[python] TypeError: 'NoneType' object has no attribute '__getitem__'

I'm having an issue and I have no idea why this is happening and how to fix it. I'm working on developing a Videogame with python and pygame and I'm getting this error:

 File "/home/matt/Smoking-Games/sg-project00/project00/GameModel.py", line 15, in Update 
   self.imageDef=self.values[2]
TypeError: 'NoneType' object has no attribute '__getitem__'

The code:

import pygame,components
from pygame.locals import *

class Player(components.Entity):

    def __init__(self,images):
        components.Entity.__init__(self,images)
        self.values=[]

    def Update(self,events,background):
        move=components.MoveFunctions()
        self.values=move.CompleteMove(events)
        self.imageDef=self.values[2]
        self.isMoving=self.values[3]

    def Animation(self,time):
        if(self.isMoving and time==1):
            self.pos+=1
            if (self.pos>(len(self.anim[self.imageDef])-1)):
                self.pos=0
        self.image=self.anim[self.imageDef][self.pos]

Can you explain to me what that error means and why it is happening so I can fix it?

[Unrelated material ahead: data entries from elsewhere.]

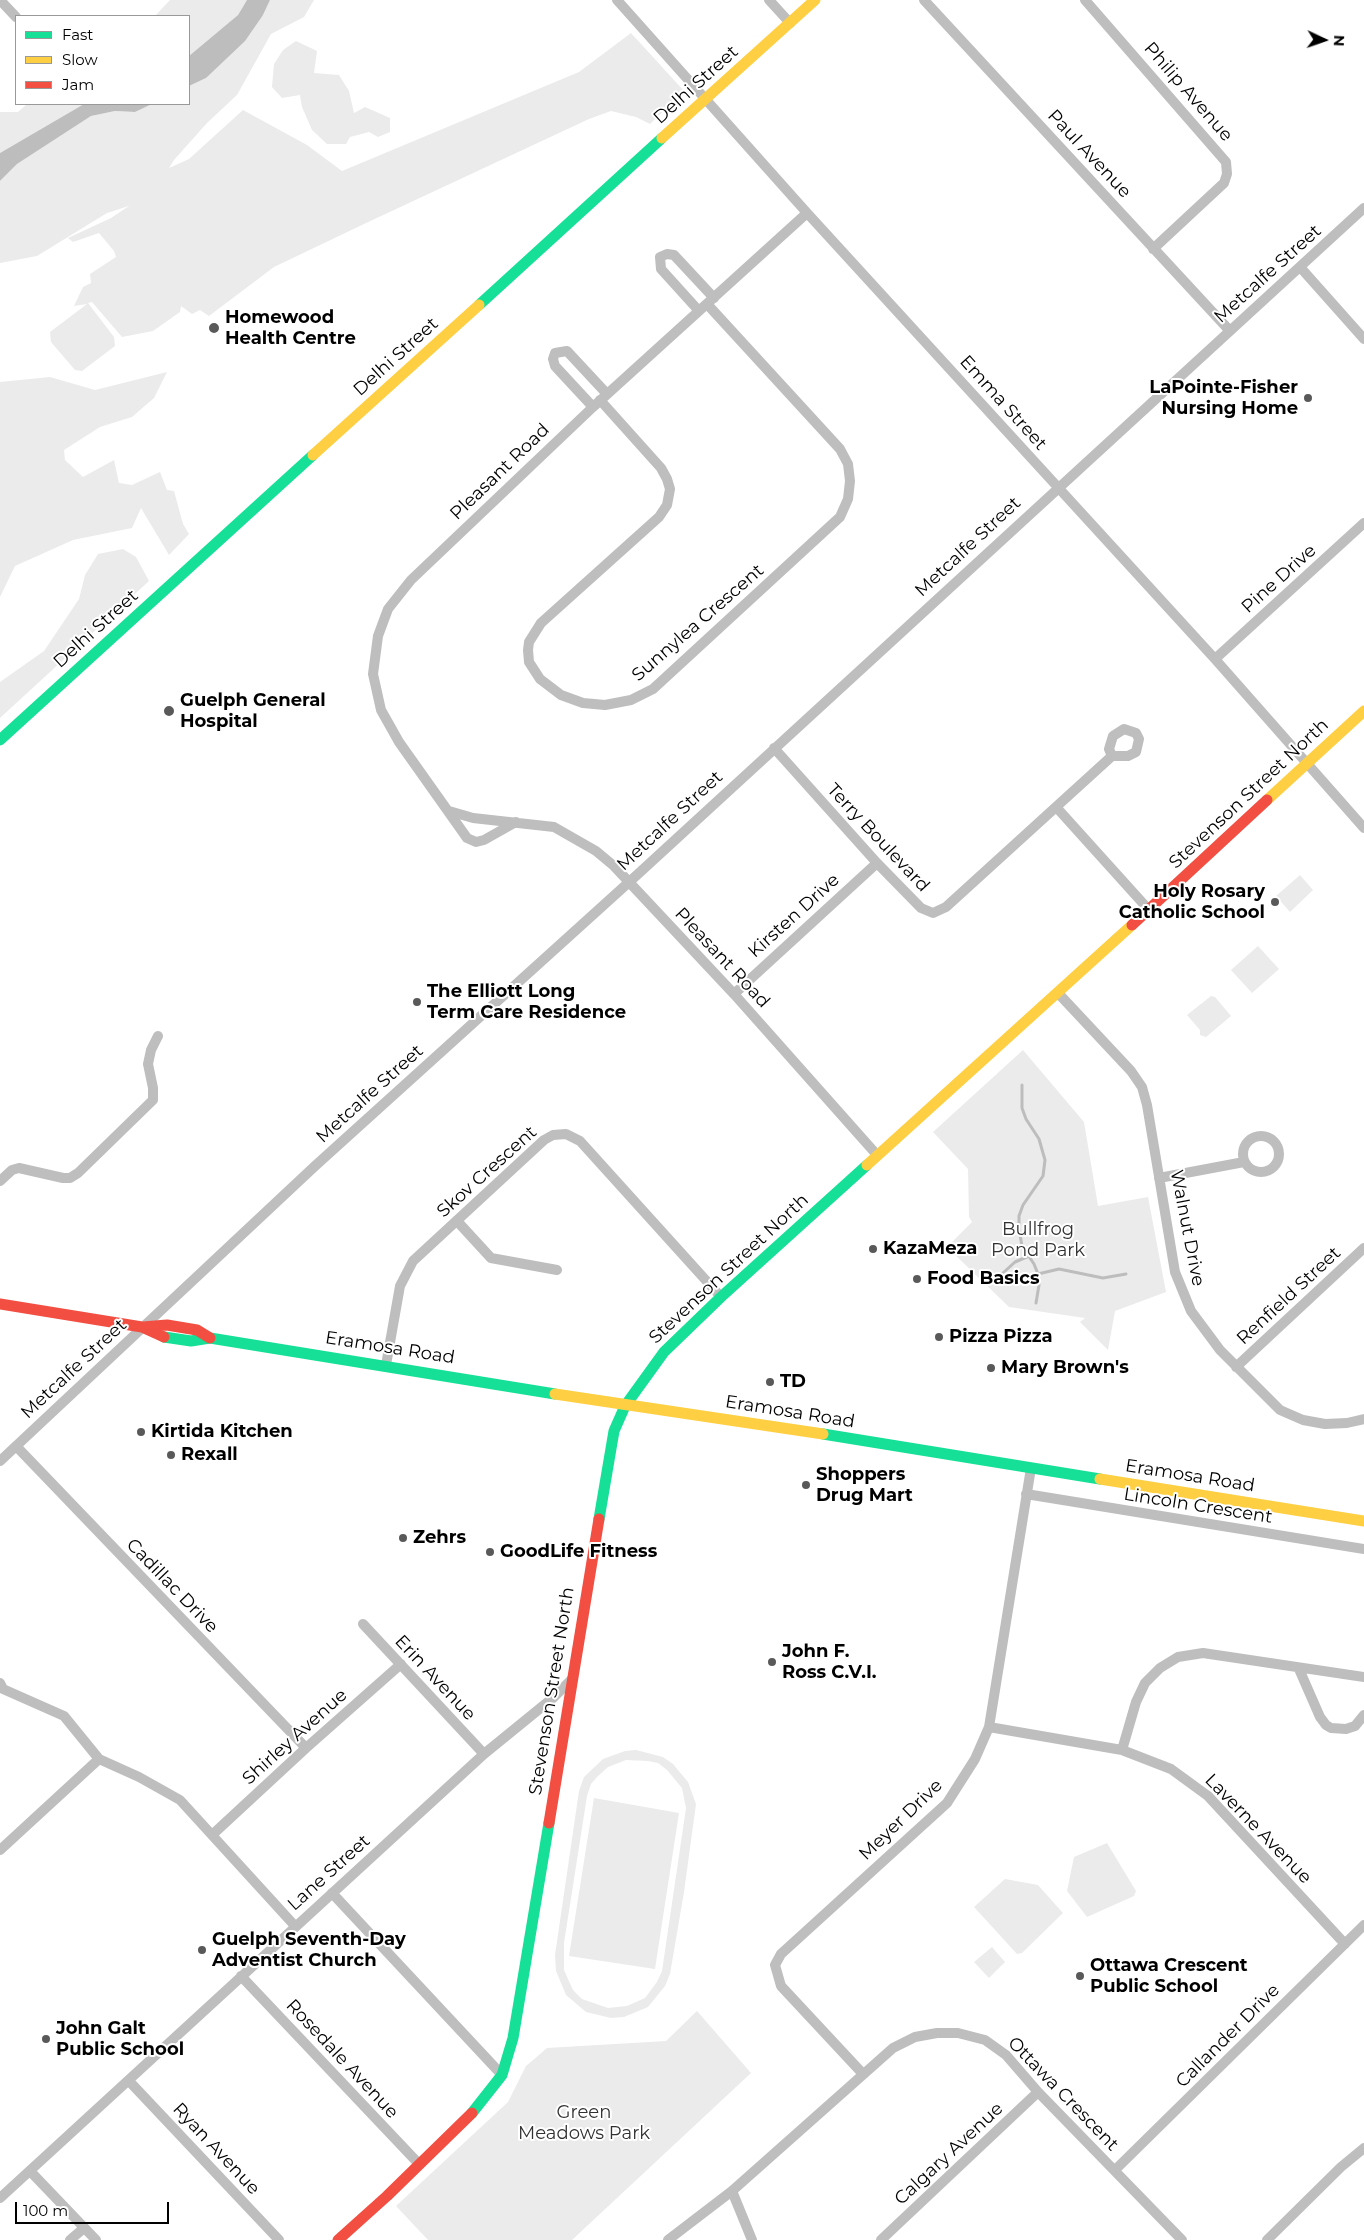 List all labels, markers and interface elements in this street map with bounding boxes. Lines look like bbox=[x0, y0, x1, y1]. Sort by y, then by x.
legend bbox=[15, 15, 190, 105]
north arrow bbox=[1299, 15, 1349, 65]
text: Fast bbox=[62, 25, 93, 44]
text: N bbox=[1330, 35, 1348, 47]
street label: Philip Avenue bbox=[1139, 38, 1237, 146]
street label: Delhi Street bbox=[649, 41, 743, 129]
text: Slow bbox=[62, 50, 98, 69]
text: Jam bbox=[62, 75, 94, 94]
street label: Paul Avenue bbox=[1043, 105, 1135, 203]
street label: Metcalfe Street bbox=[1210, 220, 1326, 328]
place label: Homewood Health Centre bbox=[225, 307, 356, 350]
street label: Delhi Street bbox=[349, 313, 443, 401]
marker: Homewood Health Centre bbox=[207, 321, 221, 335]
street label: Emma Street bbox=[955, 351, 1051, 455]
place label: LaPointe-Fisher Nursing Home bbox=[1149, 377, 1298, 419]
marker: LaPointe-Fisher Nursing Home bbox=[1302, 392, 1314, 404]
street label: Pleasant Road bbox=[446, 419, 554, 525]
street label: Metcalfe Street bbox=[911, 493, 1025, 601]
street label: Pine Drive bbox=[1237, 540, 1321, 618]
street label: Sunnylea Crescent bbox=[628, 560, 768, 686]
street label: Delhi Street bbox=[49, 585, 143, 673]
place label: Guelph General Hospital bbox=[180, 690, 326, 732]
marker: Guelph General Hospital bbox=[162, 704, 176, 718]
street label: Stevenson Street North bbox=[1165, 714, 1333, 874]
street label: Metcalfe Street bbox=[613, 767, 727, 875]
street label: Terry Boulevard bbox=[822, 779, 934, 897]
street label: Kirsten Drive bbox=[744, 869, 844, 963]
place label: Holy Rosary Catholic School bbox=[1119, 881, 1265, 924]
marker: Holy Rosary Catholic School bbox=[1269, 896, 1281, 908]
street label: Pleasant Road bbox=[670, 903, 774, 1013]
place label: The Elliott Long Term Care Residence bbox=[427, 981, 626, 1024]
marker: The Elliott Long Term Care Residence bbox=[411, 996, 423, 1008]
street label: Metcalfe Street bbox=[312, 1040, 428, 1148]
street label: Skov Crescent bbox=[433, 1122, 541, 1222]
street label: Walnut Drive bbox=[1165, 1168, 1209, 1288]
street label: Stevenson Street North bbox=[645, 1189, 813, 1349]
park label: Bullfrog Pond Park bbox=[991, 1219, 1085, 1262]
place label: KazaMeza bbox=[883, 1238, 977, 1260]
street label: Renfield Street bbox=[1233, 1242, 1345, 1350]
marker: KazaMeza bbox=[867, 1243, 879, 1255]
place label: Food Basics bbox=[927, 1268, 1039, 1290]
marker: Food Basics bbox=[911, 1273, 923, 1285]
street label: Metcalfe Street bbox=[17, 1315, 131, 1423]
place label: Pizza Pizza bbox=[949, 1326, 1053, 1348]
street label: Eramosa Road bbox=[324, 1327, 456, 1369]
marker: Pizza Pizza bbox=[933, 1331, 945, 1343]
place label: Mary Brown's bbox=[1001, 1357, 1129, 1379]
marker: Mary Brown's bbox=[985, 1362, 997, 1374]
place label: TD bbox=[780, 1371, 806, 1393]
marker: TD bbox=[764, 1376, 776, 1388]
street label: Eramosa Road bbox=[724, 1391, 856, 1433]
place label: Kirtida Kitchen bbox=[151, 1421, 293, 1443]
marker: Kirtida Kitchen bbox=[135, 1426, 147, 1438]
place label: Rexall bbox=[181, 1444, 238, 1466]
marker: Rexall bbox=[165, 1449, 177, 1461]
street label: Eramosa Road bbox=[1124, 1455, 1256, 1497]
place label: Shoppers Drug Mart bbox=[816, 1464, 913, 1506]
marker: Shoppers Drug Mart bbox=[800, 1479, 812, 1491]
street label: Lincoln Crescent bbox=[1122, 1484, 1274, 1528]
place label: Zehrs bbox=[413, 1527, 466, 1549]
marker: Zehrs bbox=[397, 1532, 409, 1544]
street label: Cadillac Drive bbox=[122, 1534, 222, 1638]
place label: GoodLife Fitness bbox=[500, 1541, 657, 1563]
marker: GoodLife Fitness bbox=[484, 1546, 496, 1558]
street label: Stevenson Street North bbox=[525, 1585, 579, 1797]
street label: Erin Avenue bbox=[390, 1631, 480, 1725]
place label: John F. Ross C.V.I. bbox=[782, 1641, 877, 1684]
marker: John F. Ross C.V.I. bbox=[766, 1656, 778, 1668]
street label: Shirley Avenue bbox=[238, 1684, 352, 1790]
street label: Laverne Avenue bbox=[1200, 1770, 1316, 1888]
street label: Meyer Drive bbox=[855, 1775, 947, 1865]
street label: Lane Street bbox=[283, 1830, 375, 1916]
place label: Guelph Seventh-Day Adventist Church bbox=[212, 1929, 406, 1972]
marker: Guelph Seventh-Day Adventist Church bbox=[196, 1944, 208, 1956]
place label: Ottawa Crescent Public School bbox=[1090, 1955, 1248, 1998]
marker: Ottawa Crescent Public School bbox=[1074, 1970, 1086, 1982]
street label: Callander Drive bbox=[1172, 1980, 1284, 2092]
street label: Rosedale Avenue bbox=[281, 1995, 403, 2123]
place label: John Galt Public School bbox=[56, 2018, 184, 2060]
street label: Ottawa Crescent bbox=[1003, 2032, 1123, 2156]
marker: John Galt Public School bbox=[40, 2033, 52, 2045]
street label: Calgary Avenue bbox=[890, 2098, 1008, 2210]
street label: Ryan Avenue bbox=[168, 2099, 264, 2199]
park label: Green Meadows Park bbox=[518, 2102, 650, 2144]
scale bar bbox=[18, 2192, 171, 2224]
text: 100 m bbox=[23, 2201, 68, 2220]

This question is related to python typeerror

The answer is


The function move.CompleteMove(events) that you use within your class probably doesn't contain a return statement. So nothing is returned to self.values (==> None). Use return in move.CompleteMove(events) to return whatever you want to store in self.values and it should work. Hope this helps.

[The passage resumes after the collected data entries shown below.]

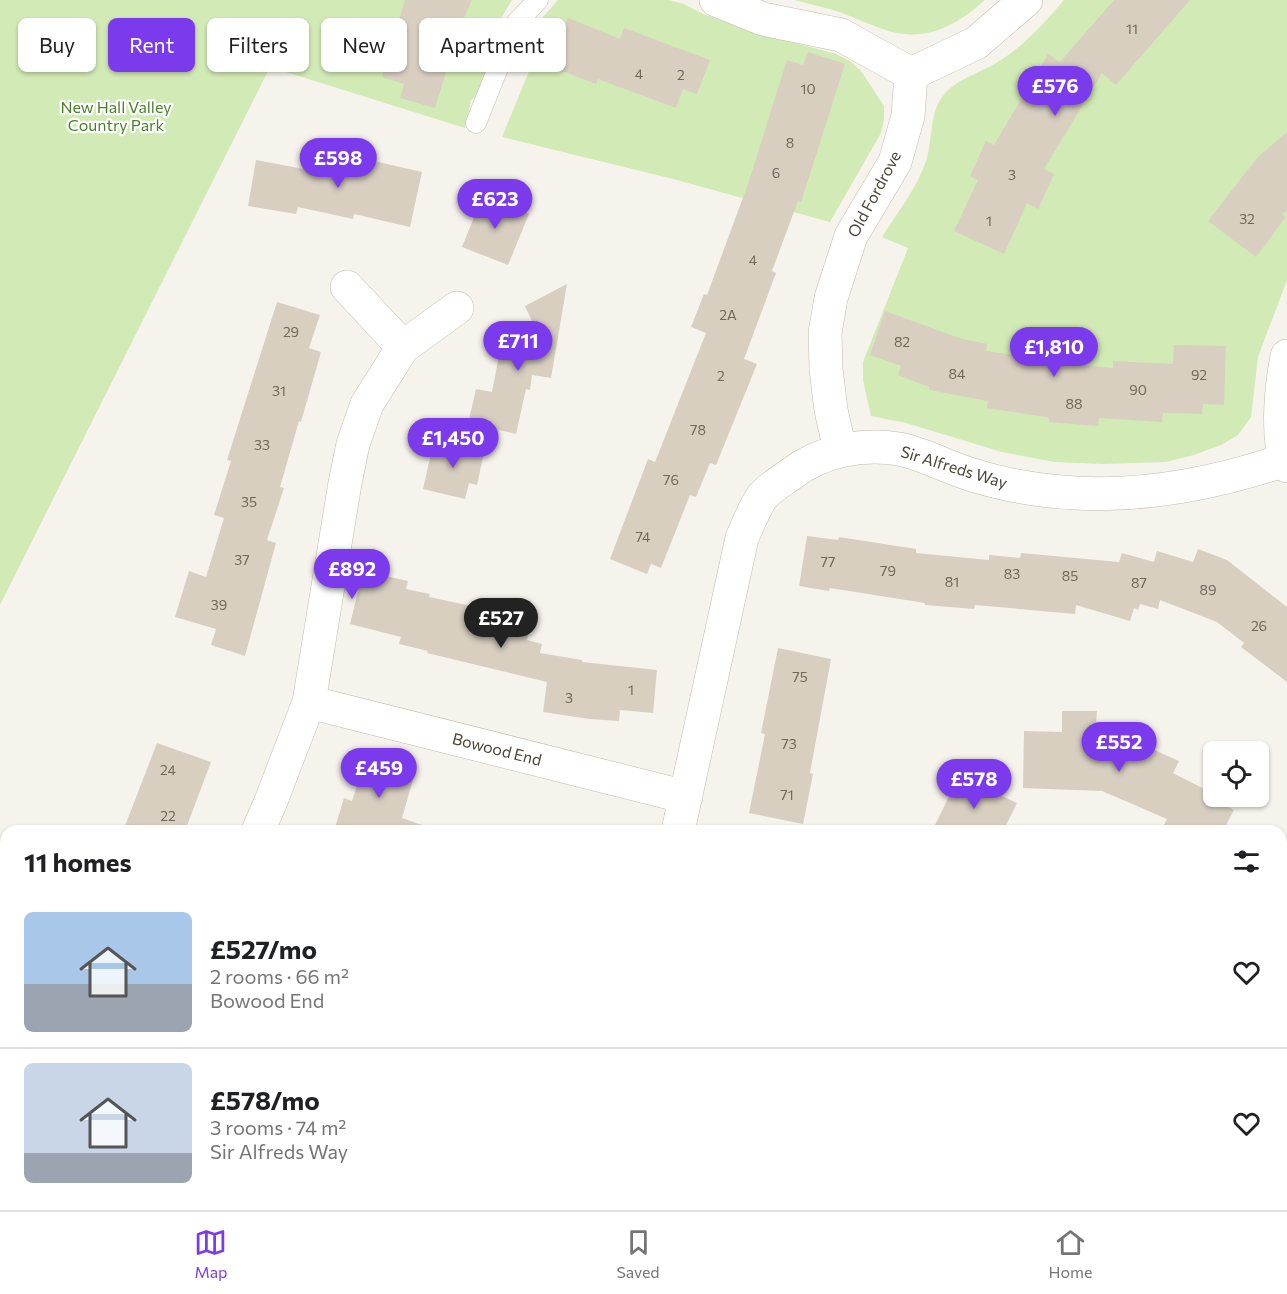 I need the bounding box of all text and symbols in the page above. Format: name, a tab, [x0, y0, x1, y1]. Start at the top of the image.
chip: Buy	[18, 18, 96, 72]
chip: Rent	[108, 18, 195, 72]
chip: Filters	[207, 18, 309, 72]
chip: New	[321, 18, 407, 72]
chip: Apartment	[419, 18, 566, 72]
house number: 11	[1126, 20, 1138, 37]
house number: 4	[635, 65, 644, 82]
house number: 2	[677, 66, 685, 83]
pin: £576	[1019, 66, 1091, 117]
text: £576	[1032, 73, 1079, 97]
house number: 10	[800, 80, 816, 97]
park label: New Hall Valley Country Park	[61, 97, 171, 134]
house number: 8	[786, 134, 794, 151]
pin: £598	[302, 138, 374, 189]
text: £598	[314, 145, 362, 169]
street label: Old Fordrove	[843, 147, 904, 240]
house number: 6	[772, 164, 780, 181]
house number: 3	[1008, 166, 1016, 183]
pin: £623	[459, 179, 531, 230]
text: £623	[471, 186, 519, 210]
house number: 32	[1239, 210, 1255, 227]
house number: 1	[986, 212, 992, 229]
house number: 4	[749, 251, 758, 268]
house number: 2A	[719, 306, 737, 323]
pin: £711	[482, 321, 554, 372]
house number: 29	[283, 323, 299, 340]
pin: £1,810	[1005, 327, 1103, 378]
text: £711	[497, 328, 539, 352]
house number: 82	[894, 333, 910, 350]
text: £1,810	[1024, 334, 1084, 358]
house number: 84	[949, 365, 966, 382]
house number: 92	[1191, 366, 1207, 383]
house number: 2	[717, 367, 725, 384]
house number: 90	[1129, 381, 1147, 398]
house number: 31	[272, 382, 286, 399]
house number: 88	[1066, 395, 1083, 412]
pin: £1,450	[404, 418, 502, 469]
house number: 78	[690, 421, 706, 438]
text: £1,450	[422, 425, 484, 449]
house number: 33	[254, 436, 270, 453]
street label: Sir Alfreds Way	[899, 441, 1010, 492]
house number: 76	[663, 471, 679, 488]
house number: 35	[241, 493, 257, 510]
house number: 74	[636, 528, 651, 545]
pin: £892	[316, 549, 388, 600]
house number: 37	[234, 551, 250, 568]
house number: 77	[821, 553, 835, 570]
text: £892	[328, 556, 376, 580]
house number: 79	[880, 562, 896, 579]
house number: 83	[1004, 565, 1020, 582]
house number: 85	[1062, 567, 1078, 584]
house number: 81	[945, 573, 959, 590]
house number: 87	[1131, 574, 1147, 591]
house number: 89	[1200, 581, 1217, 598]
house number: 39	[211, 596, 227, 613]
pin: £527	[465, 598, 537, 649]
text: £527	[478, 605, 524, 629]
house number: 26	[1251, 617, 1267, 634]
house number: 75	[792, 668, 808, 685]
house number: 1	[628, 681, 634, 698]
house number: 3	[565, 689, 573, 706]
pin: £552	[1083, 722, 1155, 773]
street label: Bowood End	[450, 728, 544, 769]
text: £552	[1096, 729, 1142, 753]
house number: 73	[781, 735, 797, 752]
map controls	[1203, 741, 1269, 807]
button: locate	[1203, 741, 1269, 807]
pin: £459	[343, 748, 415, 799]
text: £459	[355, 755, 403, 779]
pin: £578	[938, 759, 1010, 810]
house number: 24	[160, 761, 177, 778]
text: £578	[950, 766, 998, 790]
house number: 71	[780, 786, 794, 803]
house number: 22	[160, 807, 176, 824]
icon: filters	[1230, 845, 1263, 878]
text: 11 homes	[24, 846, 132, 877]
text: £527/mo	[210, 933, 317, 964]
icon: home	[72, 936, 144, 1008]
icon: heart	[1230, 956, 1263, 989]
text: 2 rooms · 66 m²	[210, 964, 349, 988]
text: Bowood End	[210, 988, 324, 1012]
text: £578/mo	[210, 1084, 320, 1115]
icon: home	[72, 1087, 144, 1159]
icon: heart	[1230, 1107, 1263, 1140]
text: 3 rooms · 74 m²	[210, 1115, 346, 1139]
text: Sir Alfreds Way	[210, 1139, 348, 1163]
tab: Map	[194, 1226, 227, 1281]
tab: Saved	[616, 1226, 660, 1281]
tab: Home	[1049, 1226, 1093, 1281]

BrenBarn is correct. The error means you tried to do something like None[5]. In the backtrace, it says self.imageDef=self.values[2], which means that your self.values is None.

You should go through all the functions that update self.values and make sure you account for all the corner cases.


move.CompleteMove() does not return a value (perhaps it just prints something). Any method that does not return a value returns None, and you have assigned None to self.values.

Here is an example of this:

>>> def hello(x):
...    print x*2
...
>>> hello('world')
worldworld
>>> y = hello('world')
worldworld
>>> y
>>>

You'll note y doesn't print anything, because its None (the only value that doesn't print anything on the interactive prompt).